What’s something you just learned about that you’d like to spend more time exploring?

The pedagogy of education that I’m getting into with Rippl3D is a huge departure for me.

I have always loved mentoring and coaching, but learning how our educators establish ‘pedagogy,’ the method and practice of teaching, and seeing how new technologies can enhance these practices is very exciting and even more rewarding when we get it right.

What do you struggle with the most?

Confidence. Being confident enough to take risks and take the responsibility when you don’t have all the answers.

Favorite guilty pleasure?

Microbrews and great food with friends. The best are those brewed by friends, like my good friend Ray, where you get the story behind the brew too.

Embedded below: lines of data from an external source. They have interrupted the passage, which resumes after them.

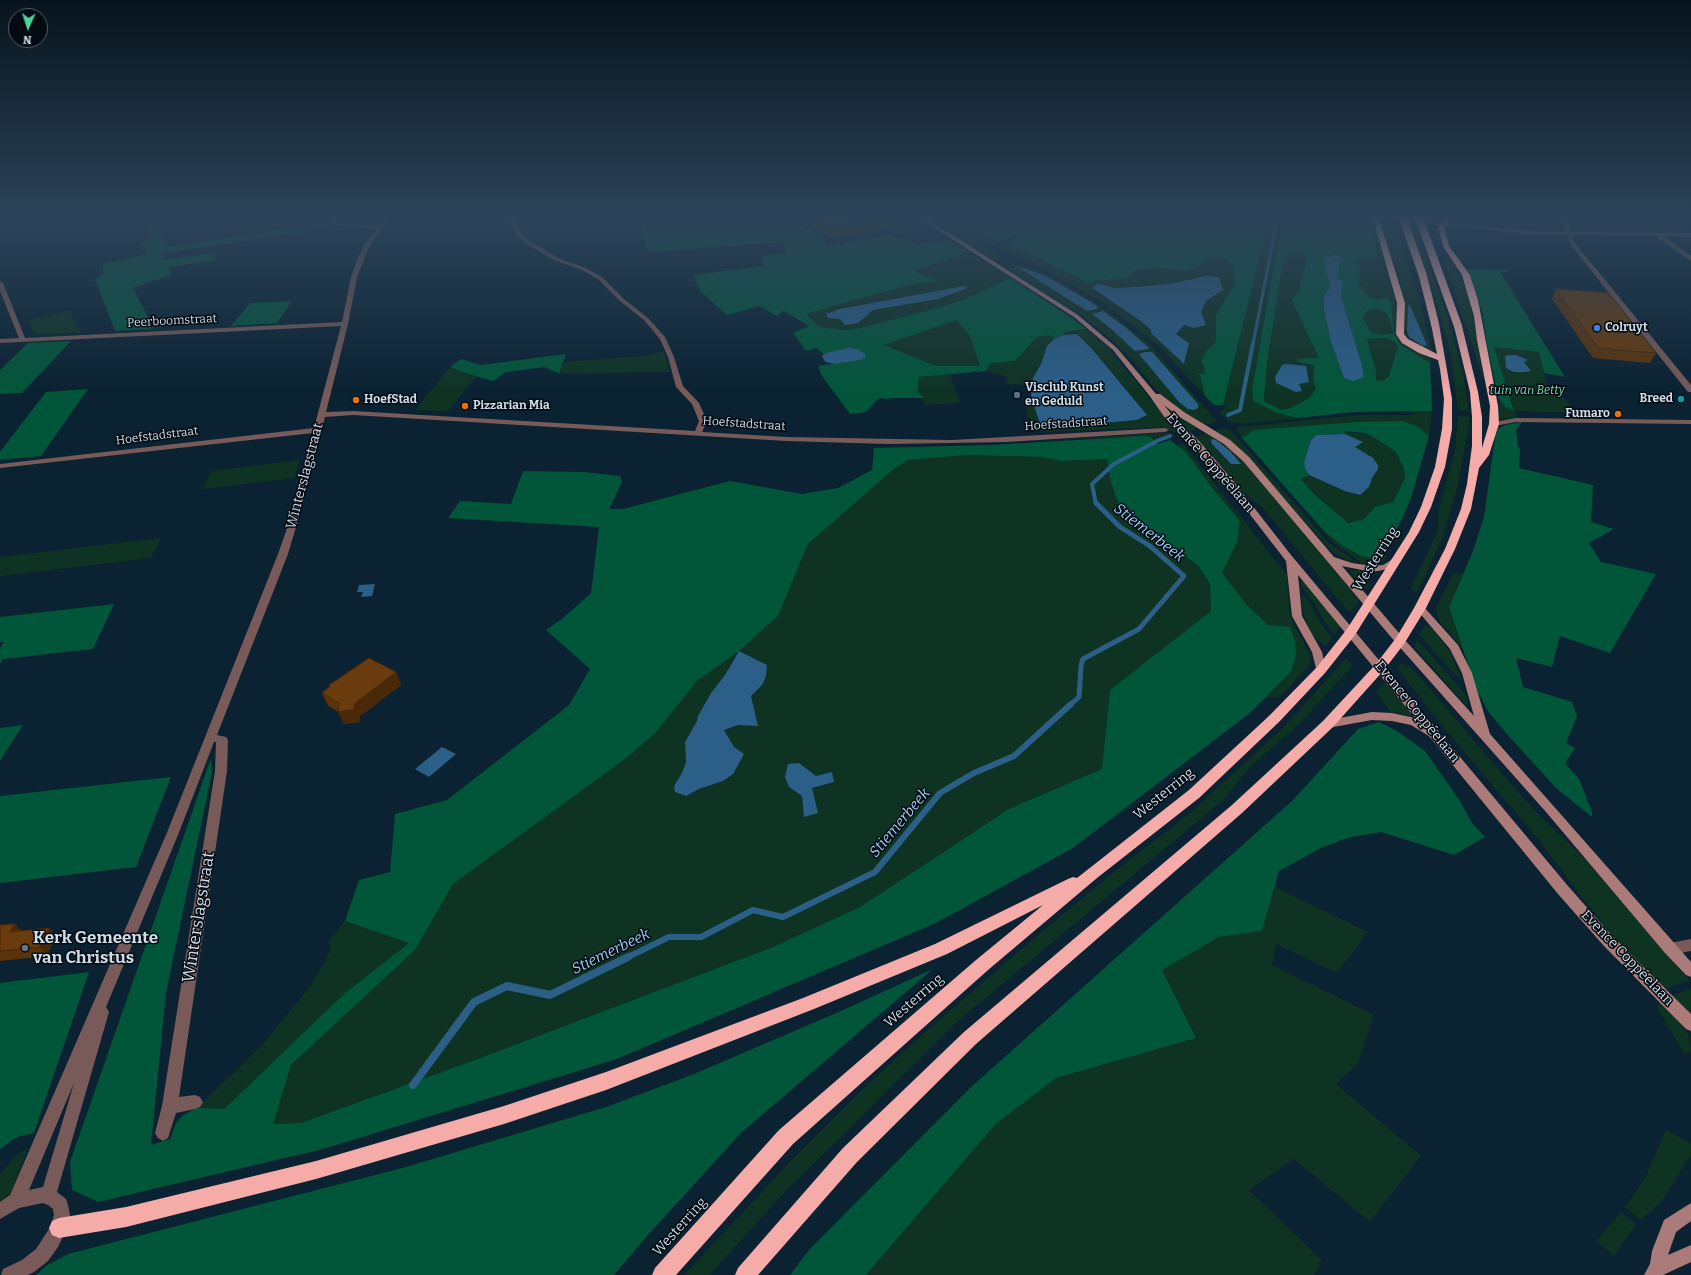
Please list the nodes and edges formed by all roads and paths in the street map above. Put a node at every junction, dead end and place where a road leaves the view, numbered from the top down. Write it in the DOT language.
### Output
graph roads {
  1 [pos="355,274"];
  2 [pos="594,274"];
  3 [pos="1008,274"];
  4 [pos="1392,274"];
  5 [pos="1422,274"];
  6 [pos="1439,274"];
  7 [pos="1466,274"];
  8 [pos="1598,274"];
  9 [pos="0,283"];
  10 [pos="345,324"];
  11 [pos="22,340"];
  12 [pos="0,341"];
  13 [pos="1442,359"];
  14 [pos="1691,390"];
  15 [pos="1152,393"];
  16 [pos="322,415"];
  17 [pos="1691,422"];
  18 [pos="1494,424"];
  19 [pos="317,430"];
  20 [pos="1165,430"];
  21 [pos="698,433"];
  22 [pos="0,466"];
  23 [pos="1474,468"];
  24 [pos="1288,557"];
  25 [pos="1329,558"];
  26 [pos="1396,561"];
  27 [pos="1369,605"];
  28 [pos="1420,608"];
  29 [pos="1351,632"];
  30 [pos="1400,642"];
  31 [pos="1380,667"];
  32 [pos="1321,670"];
  33 [pos="1328,724"];
  34 [pos="1484,736"];
  35 [pos="211,737"];
  36 [pos="1437,737"];
  37 [pos="1092,874"];
  38 [pos="1691,945"];
  39 [pos="1670,949"];
  40 [pos="115,968"];
  41 [pos="1691,971"];
  42 [pos="1691,1024"];
  43 [pos="195,1102"];
  44 [pos="170,1106"];
  45 [pos="163,1133"];
  46 [pos="48,1196"];
  47 [pos="16,1201"];
  48 [pos="0,1211"];
  49 [pos="1691,1211"];
  50 [pos="59,1228"];
  51 [pos="1691,1253"];
  52 [pos="1655,1272"];
  53 [pos="9,1275"];
  54 [pos="662,1275"];
  55 [pos="745,1275"];
  1 -- 10 [label="street, Winterslagstraat"];
  2 -- 21 [label="street"];
  3 -- 15 [label="street, Evence Coppéelaan"];
  4 -- 13 [label="highway"];
  5 -- 13 [label="highway, Westerring, bridge"];
  6 -- 23 [label="highway, bridge"];
  7 -- 18 [label="highway"];
  8 -- 14 [label="street"];
  9 -- 11 [label="street"];
  10 -- 11 [label="street, Peerboomstraat"];
  10 -- 16 [label="street, Winterslagstraat"];
  11 -- 12 [label="street, Peerboomstraat"];
  13 -- 26 [label="highway, Westerring"];
  15 -- 24 [label="street, Evence Coppéelaan"];
  15 -- 25 [label="street, Evence Coppéelaan"];
  16 -- 19 [label="street, Winterslagstraat"];
  16 -- 21 [label="street, Hoefstadstraat"];
  17 -- 18 [label="street"];
  18 -- 23 [label="highway"];
  19 -- 22 [label="street, Hoefstadstraat"];
  19 -- 35 [label="street, Winterslagstraat"];
  20 -- 21 [label="street, Hoefstadstraat"];
  23 -- 28 [label="highway"];
  24 -- 29 [label="street, Evence Coppéelaan"];
  24 -- 32 [label="street"];
  25 -- 26 [label="street"];
  25 -- 27 [label="street, Evence Coppéelaan"];
  26 -- 27 [label="highway, Westerring"];
  27 -- 29 [label="highway, Westerring"];
  27 -- 30 [label="street, Evence Coppéelaan"];
  28 -- 30 [label="highway"];
  28 -- 34 [label="street"];
  29 -- 31 [label="street, Evence Coppéelaan"];
  29 -- 32 [label="highway, Westerring"];
  30 -- 31 [label="highway"];
  30 -- 34 [label="street, Evence Coppéelaan"];
  31 -- 33 [label="highway"];
  31 -- 36 [label="street, Evence Coppéelaan"];
  32 -- 37 [label="highway, Westerring"];
  33 -- 36 [label="street"];
  33 -- 55 [label="highway"];
  34 -- 39 [label="street, Evence Coppéelaan"];
  35 -- 40 [label="street, Winterslagstraat"];
  35 -- 44 [label="street, Winterslagstraat"];
  36 -- 42 [label="street, Evence Coppéelaan"];
  37 -- 50 [label="highway"];
  37 -- 54 [label="highway, Westerring"];
  38 -- 39 [label="street"];
  39 -- 41 [label="street, Evence Coppéelaan"];
  40 -- 46 [label="street, Winterslagstraat"];
  40 -- 47 [label="street, Winterslagstraat"];
  43 -- 44 [label="street"];
  44 -- 45 [label="street, Winterslagstraat"];
  46 -- 47 [label="street"];
  46 -- 50 [label="street"];
  47 -- 48 [label="street"];
  49 -- 52 [label="street"];
  50 -- 53 [label="street"];
  51 -- 52 [label="street"];
}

What books have most influenced you?

  • The Bible
  • The Purpose Driven Life
  • The Five Love Languages
  • Boundaries: When to Say Yes, How to Say No to Take Control of Your Life
  • Sacrilege

The Five Love Languages opened my eyes to that we all speak different languages; my wife, kids, co-workers etc. And unless you can understand another’s language, you’ll struggle to hear or be heard by them.

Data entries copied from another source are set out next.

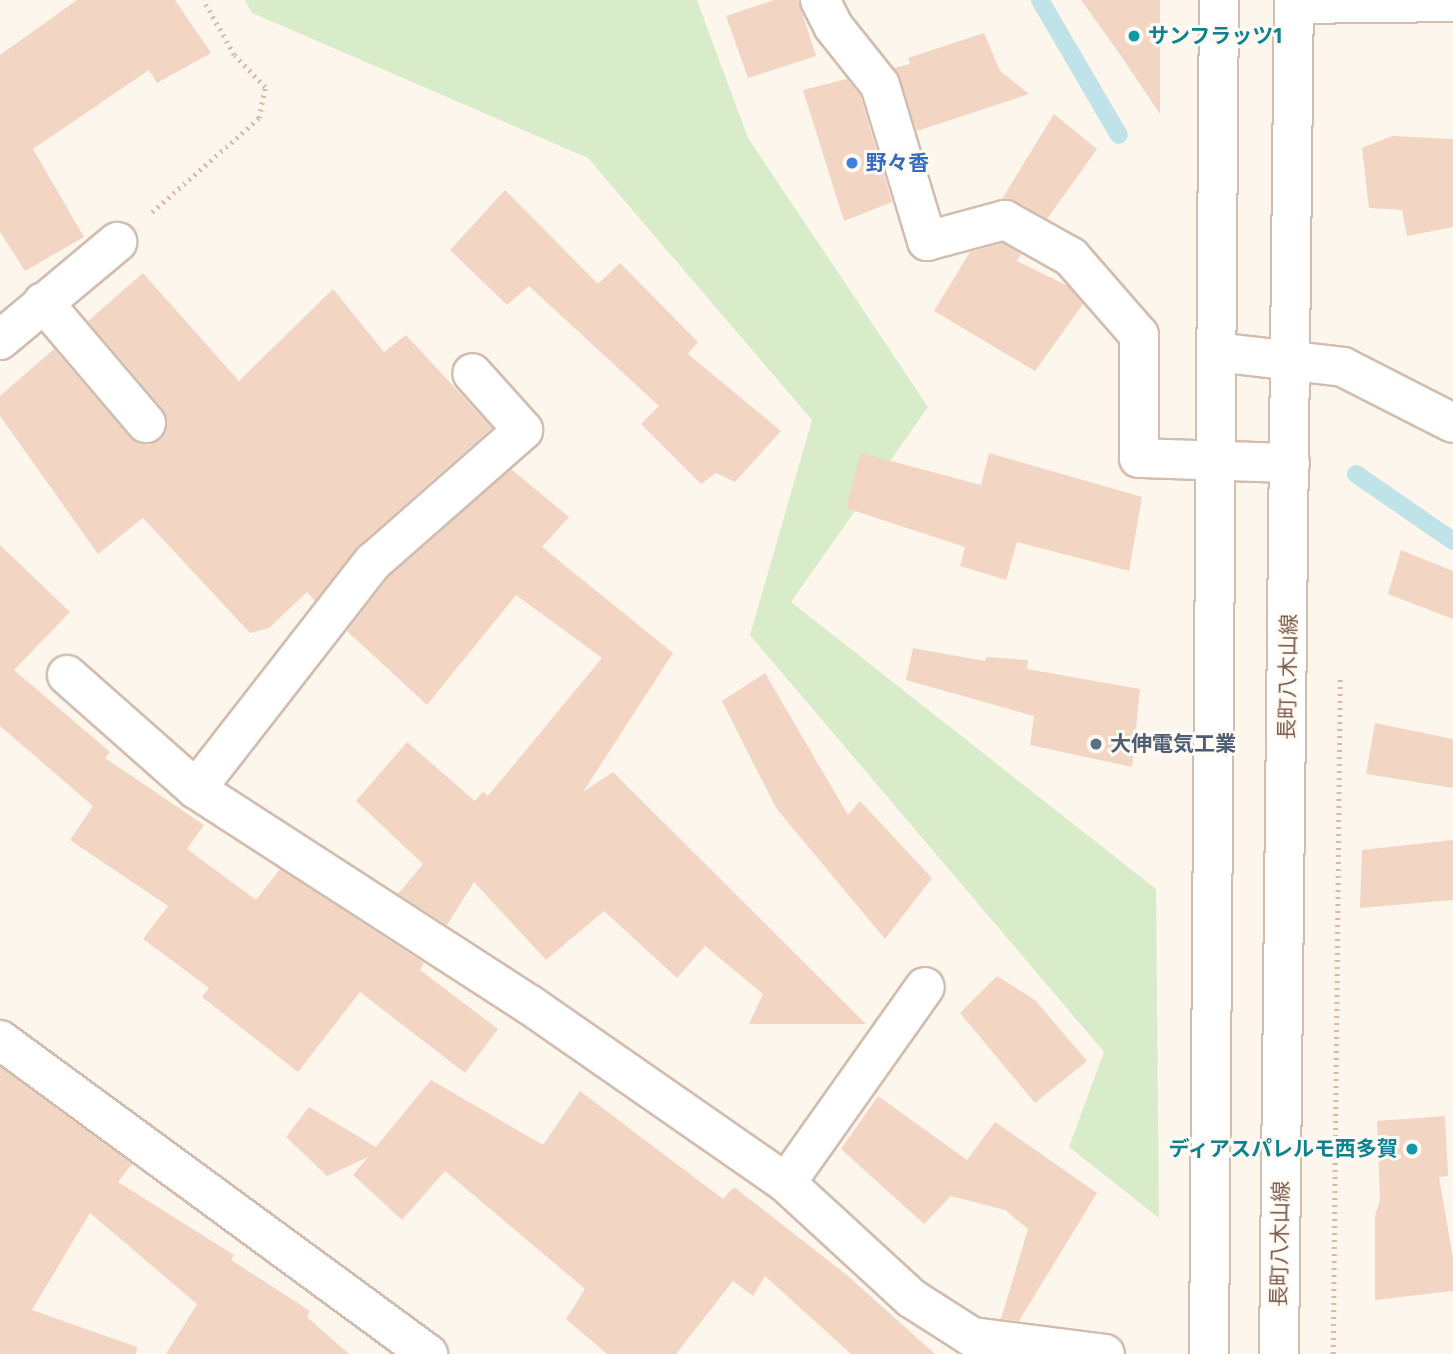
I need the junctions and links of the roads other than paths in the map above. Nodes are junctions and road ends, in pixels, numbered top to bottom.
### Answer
1 (820, 0) edge
2 (1219, 0) edge
3 (1294, 2) edge
4 (1453, 2) edge
5 (117, 242) road end
6 (43, 302) junction
7 (0, 340) edge
8 (1216, 352) junction
9 (1292, 358) junction
10 (472, 373) dead end
11 (146, 423) dead end
12 (1453, 423) edge
13 (1290, 463) junction
14 (1215, 464) junction
15 (67, 675) dead end
16 (196, 789) junction
17 (925, 987) dead end
18 (0, 1040) edge
19 (786, 1183) junction
20 (428, 1354) edge
21 (1105, 1354) edge
22 (1209, 1354) edge
23 (1279, 1354) edge

1 - 14 street
2 - 8 street
3 - 4 street
3 - 9 street, 長町八木山線
5 - 6 street
6 - 7 street
6 - 11 street
8 - 9 street
8 - 14 street
9 - 12 street
9 - 13 street, 長町八木山線
10 - 16 street
13 - 14 street
13 - 23 street, 長町八木山線
14 - 22 street
15 - 16 street
16 - 19 street
17 - 19 street
18 - 20 street
19 - 21 street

What keeps you up at night?

The older we get as a country, the less we live like JFK’s famous call to, “Ask not what your country can do for you…” We need to give kids opportunity and a vision of working and embracing hope for where the world is going.

What’s your go-to tool for the tough stuff—those that don’t get what you’re doing and why?

In my consulting, I work clients through a process. Ultimately, it’s about their ability to embrace helpful change, not about me having a belt full of silver bullets.

When you’re gone, what do you hope your contribution will have been?

I’m not an in-your-face kind of guy, but my faith is my purpose. I would hope my epitaph is something like, “Despite my many flaws, someone saw a glimpse of how Christ wants to know them”.

How can people follow you?

@Rippl3d on Twitter or at our Facebook page.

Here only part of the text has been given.